- **Task to carry out**
Every record must appear in your copy exactly as written, with no pictures.

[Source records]

----------

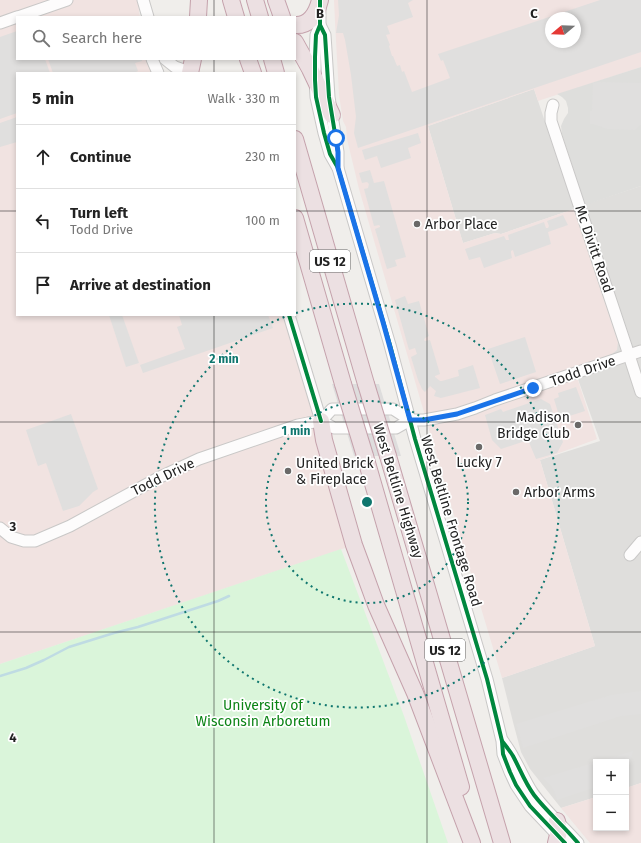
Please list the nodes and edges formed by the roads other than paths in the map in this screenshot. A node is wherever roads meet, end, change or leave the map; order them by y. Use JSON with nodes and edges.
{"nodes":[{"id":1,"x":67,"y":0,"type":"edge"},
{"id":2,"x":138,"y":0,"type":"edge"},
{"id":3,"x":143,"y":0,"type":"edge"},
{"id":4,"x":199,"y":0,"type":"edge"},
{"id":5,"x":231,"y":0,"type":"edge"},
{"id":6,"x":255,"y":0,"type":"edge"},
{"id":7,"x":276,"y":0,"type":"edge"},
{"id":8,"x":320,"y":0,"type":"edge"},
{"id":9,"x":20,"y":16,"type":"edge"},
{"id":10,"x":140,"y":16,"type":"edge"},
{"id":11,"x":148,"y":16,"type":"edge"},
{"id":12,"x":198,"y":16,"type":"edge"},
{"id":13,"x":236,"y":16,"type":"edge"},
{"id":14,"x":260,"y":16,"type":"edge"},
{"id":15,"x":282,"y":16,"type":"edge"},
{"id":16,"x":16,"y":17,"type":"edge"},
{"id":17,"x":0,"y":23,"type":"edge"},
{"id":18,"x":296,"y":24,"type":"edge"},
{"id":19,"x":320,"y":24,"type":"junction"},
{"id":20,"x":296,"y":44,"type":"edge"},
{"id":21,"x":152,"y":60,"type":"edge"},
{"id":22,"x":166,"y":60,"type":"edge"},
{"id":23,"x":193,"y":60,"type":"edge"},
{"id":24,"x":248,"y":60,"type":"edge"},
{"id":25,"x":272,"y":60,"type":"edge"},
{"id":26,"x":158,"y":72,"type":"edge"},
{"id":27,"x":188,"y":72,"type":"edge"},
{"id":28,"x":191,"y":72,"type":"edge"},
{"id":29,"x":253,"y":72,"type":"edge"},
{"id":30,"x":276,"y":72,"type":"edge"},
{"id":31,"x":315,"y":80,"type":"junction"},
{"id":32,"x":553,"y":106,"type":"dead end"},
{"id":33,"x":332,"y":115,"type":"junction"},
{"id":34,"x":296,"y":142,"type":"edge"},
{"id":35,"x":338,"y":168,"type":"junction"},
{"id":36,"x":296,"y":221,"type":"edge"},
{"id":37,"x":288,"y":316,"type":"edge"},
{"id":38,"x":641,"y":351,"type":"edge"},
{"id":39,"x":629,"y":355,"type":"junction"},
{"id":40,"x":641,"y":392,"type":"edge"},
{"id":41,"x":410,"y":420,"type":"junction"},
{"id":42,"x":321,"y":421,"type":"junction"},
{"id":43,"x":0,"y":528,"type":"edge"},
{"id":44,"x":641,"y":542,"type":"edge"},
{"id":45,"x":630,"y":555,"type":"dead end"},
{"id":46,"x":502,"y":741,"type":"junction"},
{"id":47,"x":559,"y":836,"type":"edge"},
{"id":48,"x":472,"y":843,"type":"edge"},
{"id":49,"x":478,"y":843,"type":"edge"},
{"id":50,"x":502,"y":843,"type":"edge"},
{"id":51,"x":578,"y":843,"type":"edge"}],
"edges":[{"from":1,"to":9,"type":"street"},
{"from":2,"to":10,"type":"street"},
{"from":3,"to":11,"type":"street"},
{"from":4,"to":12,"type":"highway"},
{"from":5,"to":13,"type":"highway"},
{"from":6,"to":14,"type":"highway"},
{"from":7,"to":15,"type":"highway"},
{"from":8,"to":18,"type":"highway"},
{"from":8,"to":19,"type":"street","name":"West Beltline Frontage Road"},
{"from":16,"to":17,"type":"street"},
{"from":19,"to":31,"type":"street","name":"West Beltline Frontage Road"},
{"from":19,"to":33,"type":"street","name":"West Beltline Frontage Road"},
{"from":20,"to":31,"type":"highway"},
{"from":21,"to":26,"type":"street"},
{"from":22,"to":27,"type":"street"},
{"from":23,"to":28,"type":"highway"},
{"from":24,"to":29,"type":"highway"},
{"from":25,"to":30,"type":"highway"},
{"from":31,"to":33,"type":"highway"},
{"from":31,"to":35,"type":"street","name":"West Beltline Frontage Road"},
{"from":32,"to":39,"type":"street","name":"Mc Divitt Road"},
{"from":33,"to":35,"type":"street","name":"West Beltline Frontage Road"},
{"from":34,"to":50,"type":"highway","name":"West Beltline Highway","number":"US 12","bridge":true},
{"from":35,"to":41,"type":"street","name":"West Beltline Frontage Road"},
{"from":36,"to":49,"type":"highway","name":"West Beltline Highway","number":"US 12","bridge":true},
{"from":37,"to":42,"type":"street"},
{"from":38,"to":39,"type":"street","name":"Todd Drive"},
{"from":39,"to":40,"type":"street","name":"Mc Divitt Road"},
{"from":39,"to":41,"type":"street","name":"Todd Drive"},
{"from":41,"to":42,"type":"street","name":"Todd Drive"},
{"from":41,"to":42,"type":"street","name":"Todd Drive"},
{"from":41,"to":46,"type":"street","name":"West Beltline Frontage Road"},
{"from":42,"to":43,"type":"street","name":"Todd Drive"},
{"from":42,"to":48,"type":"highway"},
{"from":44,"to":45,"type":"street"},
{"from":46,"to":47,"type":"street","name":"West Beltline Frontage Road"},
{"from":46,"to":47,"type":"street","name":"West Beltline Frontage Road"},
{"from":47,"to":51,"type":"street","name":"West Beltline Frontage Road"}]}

----------

- **Result of the exercise**
Please list the nodes and edges formed by the roads other than paths in the map in this screenshot. A node is wherever roads meet, end, change or leave the map; order them by y. Use JSON with nodes and edges.
{"nodes":[{"id":1,"x":67,"y":0,"type":"edge"},
{"id":2,"x":138,"y":0,"type":"edge"},
{"id":3,"x":143,"y":0,"type":"edge"},
{"id":4,"x":199,"y":0,"type":"edge"},
{"id":5,"x":231,"y":0,"type":"edge"},
{"id":6,"x":255,"y":0,"type":"edge"},
{"id":7,"x":276,"y":0,"type":"edge"},
{"id":8,"x":320,"y":0,"type":"edge"},
{"id":9,"x":20,"y":16,"type":"edge"},
{"id":10,"x":140,"y":16,"type":"edge"},
{"id":11,"x":148,"y":16,"type":"edge"},
{"id":12,"x":198,"y":16,"type":"edge"},
{"id":13,"x":236,"y":16,"type":"edge"},
{"id":14,"x":260,"y":16,"type":"edge"},
{"id":15,"x":282,"y":16,"type":"edge"},
{"id":16,"x":16,"y":17,"type":"edge"},
{"id":17,"x":0,"y":23,"type":"edge"},
{"id":18,"x":296,"y":24,"type":"edge"},
{"id":19,"x":320,"y":24,"type":"junction"},
{"id":20,"x":296,"y":44,"type":"edge"},
{"id":21,"x":152,"y":60,"type":"edge"},
{"id":22,"x":166,"y":60,"type":"edge"},
{"id":23,"x":193,"y":60,"type":"edge"},
{"id":24,"x":248,"y":60,"type":"edge"},
{"id":25,"x":272,"y":60,"type":"edge"},
{"id":26,"x":158,"y":72,"type":"edge"},
{"id":27,"x":188,"y":72,"type":"edge"},
{"id":28,"x":191,"y":72,"type":"edge"},
{"id":29,"x":253,"y":72,"type":"edge"},
{"id":30,"x":276,"y":72,"type":"edge"},
{"id":31,"x":315,"y":80,"type":"junction"},
{"id":32,"x":553,"y":106,"type":"dead end"},
{"id":33,"x":332,"y":115,"type":"junction"},
{"id":34,"x":296,"y":142,"type":"edge"},
{"id":35,"x":338,"y":168,"type":"junction"},
{"id":36,"x":296,"y":221,"type":"edge"},
{"id":37,"x":288,"y":316,"type":"edge"},
{"id":38,"x":641,"y":351,"type":"edge"},
{"id":39,"x":629,"y":355,"type":"junction"},
{"id":40,"x":641,"y":392,"type":"edge"},
{"id":41,"x":410,"y":420,"type":"junction"},
{"id":42,"x":321,"y":421,"type":"junction"},
{"id":43,"x":0,"y":528,"type":"edge"},
{"id":44,"x":641,"y":542,"type":"edge"},
{"id":45,"x":630,"y":555,"type":"dead end"},
{"id":46,"x":502,"y":741,"type":"junction"},
{"id":47,"x":559,"y":836,"type":"edge"},
{"id":48,"x":472,"y":843,"type":"edge"},
{"id":49,"x":478,"y":843,"type":"edge"},
{"id":50,"x":502,"y":843,"type":"edge"},
{"id":51,"x":578,"y":843,"type":"edge"}],
"edges":[{"from":1,"to":9,"type":"street"},
{"from":2,"to":10,"type":"street"},
{"from":3,"to":11,"type":"street"},
{"from":4,"to":12,"type":"highway"},
{"from":5,"to":13,"type":"highway"},
{"from":6,"to":14,"type":"highway"},
{"from":7,"to":15,"type":"highway"},
{"from":8,"to":18,"type":"highway"},
{"from":8,"to":19,"type":"street","name":"West Beltline Frontage Road"},
{"from":16,"to":17,"type":"street"},
{"from":19,"to":31,"type":"street","name":"West Beltline Frontage Road"},
{"from":19,"to":33,"type":"street","name":"West Beltline Frontage Road"},
{"from":20,"to":31,"type":"highway"},
{"from":21,"to":26,"type":"street"},
{"from":22,"to":27,"type":"street"},
{"from":23,"to":28,"type":"highway"},
{"from":24,"to":29,"type":"highway"},
{"from":25,"to":30,"type":"highway"},
{"from":31,"to":33,"type":"highway"},
{"from":31,"to":35,"type":"street","name":"West Beltline Frontage Road"},
{"from":32,"to":39,"type":"street","name":"Mc Divitt Road"},
{"from":33,"to":35,"type":"street","name":"West Beltline Frontage Road"},
{"from":34,"to":50,"type":"highway","name":"West Beltline Highway","number":"US 12","bridge":true},
{"from":35,"to":41,"type":"street","name":"West Beltline Frontage Road"},
{"from":36,"to":49,"type":"highway","name":"West Beltline Highway","number":"US 12","bridge":true},
{"from":37,"to":42,"type":"street"},
{"from":38,"to":39,"type":"street","name":"Todd Drive"},
{"from":39,"to":40,"type":"street","name":"Mc Divitt Road"},
{"from":39,"to":41,"type":"street","name":"Todd Drive"},
{"from":41,"to":42,"type":"street","name":"Todd Drive"},
{"from":41,"to":42,"type":"street","name":"Todd Drive"},
{"from":41,"to":46,"type":"street","name":"West Beltline Frontage Road"},
{"from":42,"to":43,"type":"street","name":"Todd Drive"},
{"from":42,"to":48,"type":"highway"},
{"from":44,"to":45,"type":"street"},
{"from":46,"to":47,"type":"street","name":"West Beltline Frontage Road"},
{"from":46,"to":47,"type":"street","name":"West Beltline Frontage Road"},
{"from":47,"to":51,"type":"street","name":"West Beltline Frontage Road"}]}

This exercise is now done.